As a Queen’s University student who is also a Queen’s employee, you have been given a separate NetID from your student NetID to be used for your employment. It is very important to keep your employee identity separate and distinct from your student identity.
Whether you are a Teaching Assistant or any other kind of student employed by Queen’s, you may have access to confidential or sensitive information. Confidential information could include legal or financial documents, research data, patent applications, or draft policy documents.
Confidential information could also include personal information of students or others. If you are a TA, for example, you could have access to student numbers, grades, completed tests and term papers.
Queen’s University, like all universities in Ontario, is subject to the Freedom of Information and Protection of Privacy Act (FIPPA), which governs the way personal information is collected, used, disclosed, retained and destroyed. Under FIPPA, it is a violation of privacy to disclose a student’s personal information to another student; however, it is not a violation of privacy to disclose a student’s personal information to an employee who has a legitimate need to know for purposes of their employment. It is imperative, therefore, that the capacity in which a person is sending and receiving personal information is clear. This can only be achieved if your student and employment identities are kept distinct and separate.
You should not, therefore, forward your employee email to your student account, or any other personal email account. This creates risk both for the University and you as a student employee in terms of privacy breaches and complaints.

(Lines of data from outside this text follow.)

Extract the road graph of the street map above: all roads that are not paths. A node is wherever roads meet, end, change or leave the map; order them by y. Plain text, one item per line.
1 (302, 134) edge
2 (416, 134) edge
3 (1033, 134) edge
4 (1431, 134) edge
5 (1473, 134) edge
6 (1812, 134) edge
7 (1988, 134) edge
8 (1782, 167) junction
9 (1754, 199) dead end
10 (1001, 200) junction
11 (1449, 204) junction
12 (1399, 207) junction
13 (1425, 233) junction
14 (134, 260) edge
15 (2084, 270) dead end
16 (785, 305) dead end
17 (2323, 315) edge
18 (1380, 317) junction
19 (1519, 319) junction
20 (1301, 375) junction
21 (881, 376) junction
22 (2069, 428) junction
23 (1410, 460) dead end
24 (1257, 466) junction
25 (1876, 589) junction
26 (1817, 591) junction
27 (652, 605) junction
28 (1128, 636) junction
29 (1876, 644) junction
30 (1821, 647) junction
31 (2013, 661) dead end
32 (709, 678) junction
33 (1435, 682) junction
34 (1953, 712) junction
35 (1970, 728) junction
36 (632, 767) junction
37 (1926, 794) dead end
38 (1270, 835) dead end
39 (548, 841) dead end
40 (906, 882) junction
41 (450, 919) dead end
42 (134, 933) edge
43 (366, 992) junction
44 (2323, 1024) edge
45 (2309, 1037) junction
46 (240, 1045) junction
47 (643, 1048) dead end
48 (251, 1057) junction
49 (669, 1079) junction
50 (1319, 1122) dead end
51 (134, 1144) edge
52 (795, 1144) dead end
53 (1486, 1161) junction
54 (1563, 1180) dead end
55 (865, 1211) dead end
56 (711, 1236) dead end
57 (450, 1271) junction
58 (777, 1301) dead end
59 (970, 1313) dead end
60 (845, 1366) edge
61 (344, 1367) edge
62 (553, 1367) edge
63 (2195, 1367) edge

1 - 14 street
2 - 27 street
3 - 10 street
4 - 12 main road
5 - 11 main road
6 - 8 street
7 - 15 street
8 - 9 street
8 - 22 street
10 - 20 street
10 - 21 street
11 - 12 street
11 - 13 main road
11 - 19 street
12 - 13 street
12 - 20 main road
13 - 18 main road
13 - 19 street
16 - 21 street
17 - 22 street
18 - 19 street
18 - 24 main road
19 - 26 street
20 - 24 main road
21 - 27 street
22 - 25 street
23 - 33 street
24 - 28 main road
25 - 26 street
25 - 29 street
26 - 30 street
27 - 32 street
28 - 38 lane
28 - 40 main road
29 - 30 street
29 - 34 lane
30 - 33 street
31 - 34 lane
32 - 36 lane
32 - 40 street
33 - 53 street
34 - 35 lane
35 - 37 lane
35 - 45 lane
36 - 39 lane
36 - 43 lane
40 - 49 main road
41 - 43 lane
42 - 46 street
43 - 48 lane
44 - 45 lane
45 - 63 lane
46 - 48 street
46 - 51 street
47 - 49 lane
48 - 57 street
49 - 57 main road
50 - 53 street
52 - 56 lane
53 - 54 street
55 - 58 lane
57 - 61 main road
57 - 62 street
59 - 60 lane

Personal information is anything that can be used to identify someone, including their:
- race, national or ethnic origin, colour, religion, age, sex, sexual orientation, marital status
- educational, medical, psychiatric, psychological, criminal or employment history
- name, address, telephone number, fingerprints, or blood type
- identifying number (SIN, student ID, employment ID), symbol, or other particular assigned to them
Personal information is NOT:
- a name, title, or contact information that identifies someone in their business, professional, or official capacity, even if they conduct their business from home
In addition to privacy concerns, you should know that the records you create and receive as an employee, including emails, are university records. They belong to Queen’s University and are subject to any rules and procedures pertaining to university records including the Records Management Policy and provincial access and privacy legislation. It is possible that a request for access to those records (including emails) could be made in which case you will be asked to search for and produce records responsive to the request. Keeping your work-related emails separate from your own personal emails eliminates any risk that your personal emails will get drawn into a search for records.
When you cease to be a Queen’s employee, you should not retain any of the work email you have sent or received. ITServices can easily disable your access to the Queen’s employee account without interfering with your student email account.
- Use your employee NetID and employee email account for your Queen’s employment
- Use your student NetID and student email account for your Queen’s employment
- Forward your employee email account to your student email account
Think about it...
As a student yourself, would you want your student information—such as your student number and grades—to end up in your TA’s personal email account forever?
The directive to maintain a separate employment persona carries over to all other work-related records, not just to email. Accordingly, you should ensure that any work-related files (such as Word documents, Excel spreadsheets, etc.) are maintained in designated folders on a Queen’s University shared drive, or if maintained in a personal folder (such as on OneDrive for Business or on a personal computer), that they are not retained after employment terminates.
If you require access to information that could contain confidential or personal information of others, there are several options for protecting the files. In all cases, be sure to access files with your employee NetID.
- Use Office 365 to edit documents online and save files directly to OneDrive for Business. This will ensure the files do not reside on your personal device. Do not sync files to a personal device without encrypting the files or the device (see below).
- Use Windows File Service to save work files on a Queen’s-hosted drive, or, for even more security, use Windows Terminal Services. Both services can be accessed remotely using a Virtual Private Network (VPN). These services must be requested by the department you are employed with. Read about Windows File Service on the ITS website.
- Encrypt documents if there is any chance they will reside on your personal device or on a USB drive. See the ITS website for tutorials on how to encrypt and protect documents.
- Encrypt personal devices. If you do not encrypt the documents themselves, then you must encrypt your devices, including USB drives. Find out about the ITS Encryption Service.